> Exercise goal
Your task is to filter the entries and copy every line containing the string "TERRACE".

Records contained in a dataset
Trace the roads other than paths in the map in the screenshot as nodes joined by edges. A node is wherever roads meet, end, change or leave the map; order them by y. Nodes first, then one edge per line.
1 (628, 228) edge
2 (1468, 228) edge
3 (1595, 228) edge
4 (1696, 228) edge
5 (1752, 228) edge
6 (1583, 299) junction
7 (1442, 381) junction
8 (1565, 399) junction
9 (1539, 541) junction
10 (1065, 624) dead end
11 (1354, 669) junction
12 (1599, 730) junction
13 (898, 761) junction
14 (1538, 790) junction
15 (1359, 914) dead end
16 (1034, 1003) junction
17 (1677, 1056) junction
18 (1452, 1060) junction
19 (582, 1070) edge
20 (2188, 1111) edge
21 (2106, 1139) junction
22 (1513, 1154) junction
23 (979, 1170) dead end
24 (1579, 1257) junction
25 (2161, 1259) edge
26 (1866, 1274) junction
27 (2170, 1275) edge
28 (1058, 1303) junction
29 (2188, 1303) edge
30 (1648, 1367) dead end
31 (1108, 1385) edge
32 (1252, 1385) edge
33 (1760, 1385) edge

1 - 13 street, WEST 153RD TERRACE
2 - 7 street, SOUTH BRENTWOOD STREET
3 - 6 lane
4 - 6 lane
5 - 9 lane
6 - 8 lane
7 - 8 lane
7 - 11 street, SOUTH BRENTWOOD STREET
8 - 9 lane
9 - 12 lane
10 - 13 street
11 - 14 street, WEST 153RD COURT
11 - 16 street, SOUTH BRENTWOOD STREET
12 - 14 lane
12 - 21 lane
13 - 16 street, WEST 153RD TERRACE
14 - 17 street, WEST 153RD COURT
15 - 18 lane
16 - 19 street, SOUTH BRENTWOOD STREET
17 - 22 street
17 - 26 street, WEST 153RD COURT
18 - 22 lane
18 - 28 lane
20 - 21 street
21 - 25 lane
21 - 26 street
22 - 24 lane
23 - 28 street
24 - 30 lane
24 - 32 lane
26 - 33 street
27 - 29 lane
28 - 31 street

> Response to this exercise
1 - 13 street, WEST 153RD TERRACE
13 - 16 street, WEST 153RD TERRACE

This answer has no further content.